Failed bridges in Minnesota; failed levees in New Orleans. As Newt Gingrich said the other day at the National Press Club, "None of us thought we grew up in an America where levees fail and bridges fall."

We have been running government on the cheap for so long now that we call a tax a fee so that we don't disturb our friends at the Taxpayer's League, the Chamber of Commerce, the National Federation of Independent Businesses, special interest groups who are against taxes at any cost, even though it was taxes, used judiciously and with purpose, that helped build this country.

It took those horrific pictures of the I-35W bridge laying like a sunken aircraft carrier across the Mississippi for us to wake up to the fact that we have been negligent for too long.

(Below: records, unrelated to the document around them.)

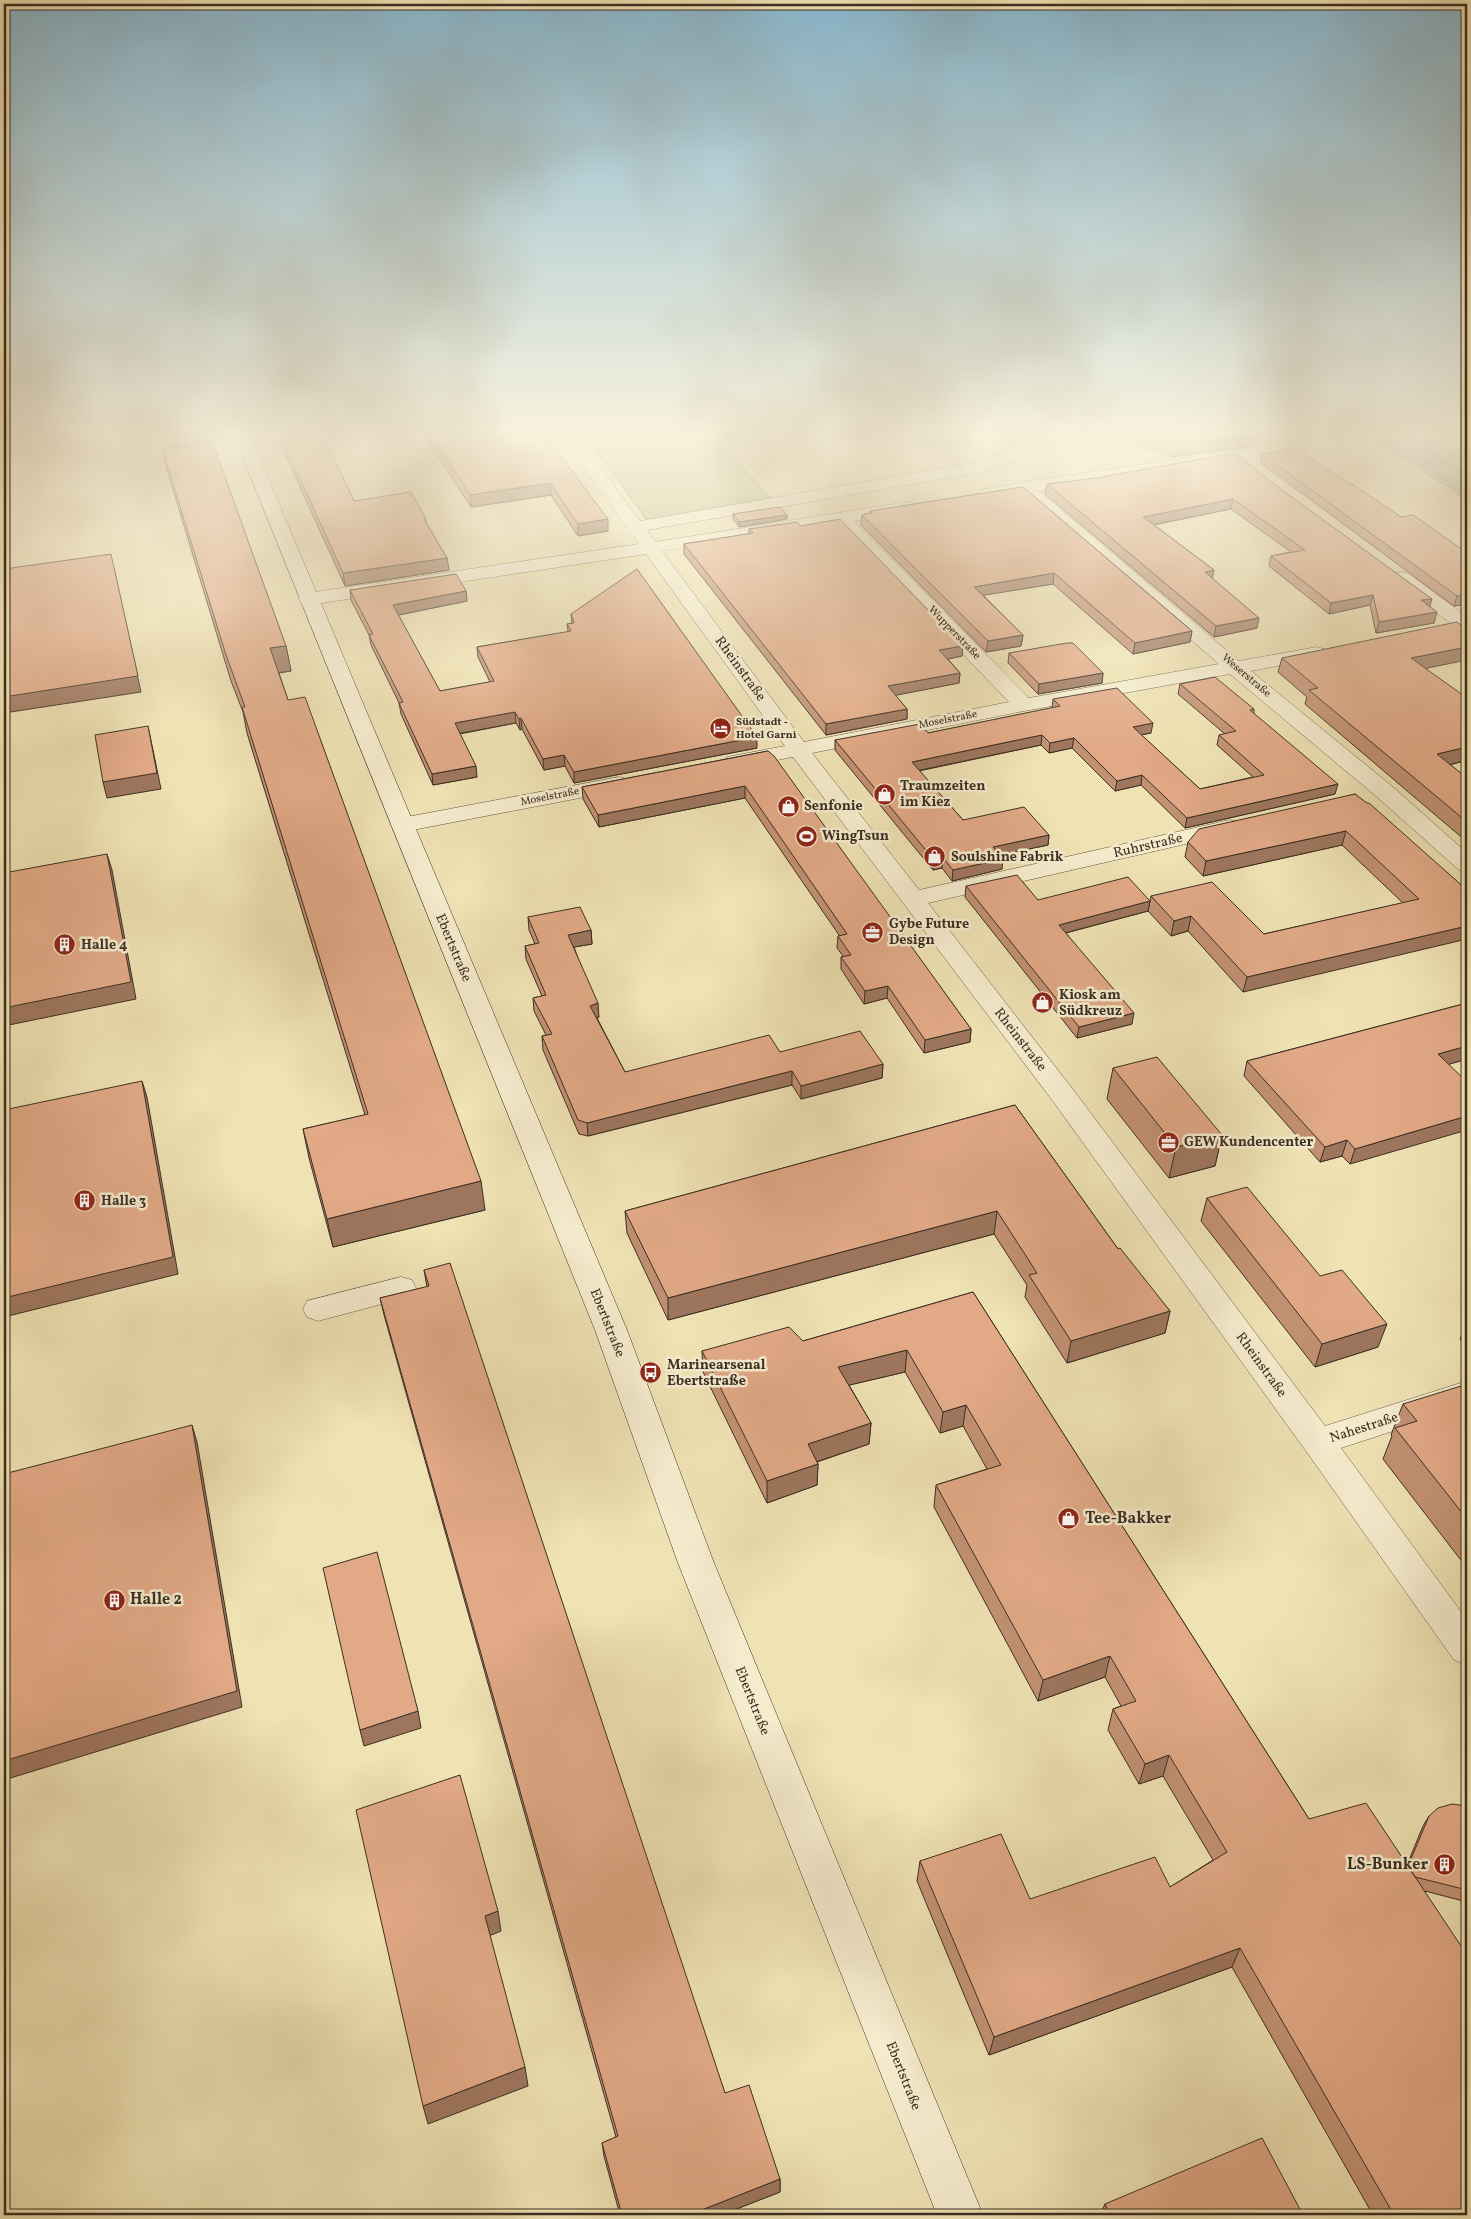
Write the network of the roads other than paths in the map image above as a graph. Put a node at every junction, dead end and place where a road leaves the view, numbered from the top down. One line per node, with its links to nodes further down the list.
1 (284, 539): 7 (street, Ebertstraße)
2 (635, 539): 7 (street)
3 (644, 539): 13 (street, Rheinstraße)
4 (862, 539): 12 (street, Wupperstraße)
5 (1084, 539): 11 (street, Weserstraße)
6 (1388, 568): 8 (street)
7 (308, 599): 19 (street, Ebertstraße)
8 (1466, 625): 9 (street)
9 (1437, 630)
10 (1331, 650): 11 (street, Moselstraße)
11 (1235, 668): 12 (street, Moselstraße); 16 (street, Weserstraße)
12 (1024, 705): 13 (street, Moselstraße)
13 (798, 749): 14 (street, Moselstraße); 21 (street, Rheinstraße)
14 (713, 766)
15 (637, 780): 19 (street, Moselstraße)
16 (1385, 792): 17 (street); 20 (street, Weserstraße)
17 (1356, 799)
18 (1251, 823): 21 (street, Ruhrstraße)
19 (402, 825): 27 (street, Ebertstraße)
20 (1467, 865)
21 (912, 899): 25 (street, Rheinstraße)
22 (400, 1288): 23 (street)
23 (318, 1309)
24 (1467, 1394): 25 (street, Nahestraße)
25 (1318, 1442): 26 (street, Rheinstraße)
26 (1467, 1649)
27 (960, 2215)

• A recent study found that 83 percent of the nation's transportation infrastructure was not capable of meeting the country's needs over the next 10 years. We need a federal Marshall Plan to rebuild our dying infrastructure, update our highway systems, make new commitments to mass transit and ready our country for the future.

• In Minnesota we need to have a Commissioner of Transportation whose day job is not Lieutenant Governor. As the former head of the House Transportation Finance Committee, Carol Molnau, has known for a long time what this state has needed to spend to keep our transportation system up to date. Politically, we need someone devoted solely to those challenges.

• And, now more than ever, we need capable leadership to set the country and state on the right course. So, far, neither George Bush nor Tim Pawlenty have demonstrated the leadership necessary to move us in the right direction. They can, however, take a lesson from Eisenhower - a Republican who asked the American people to pony up and pay the price; he showed us how to get the job done.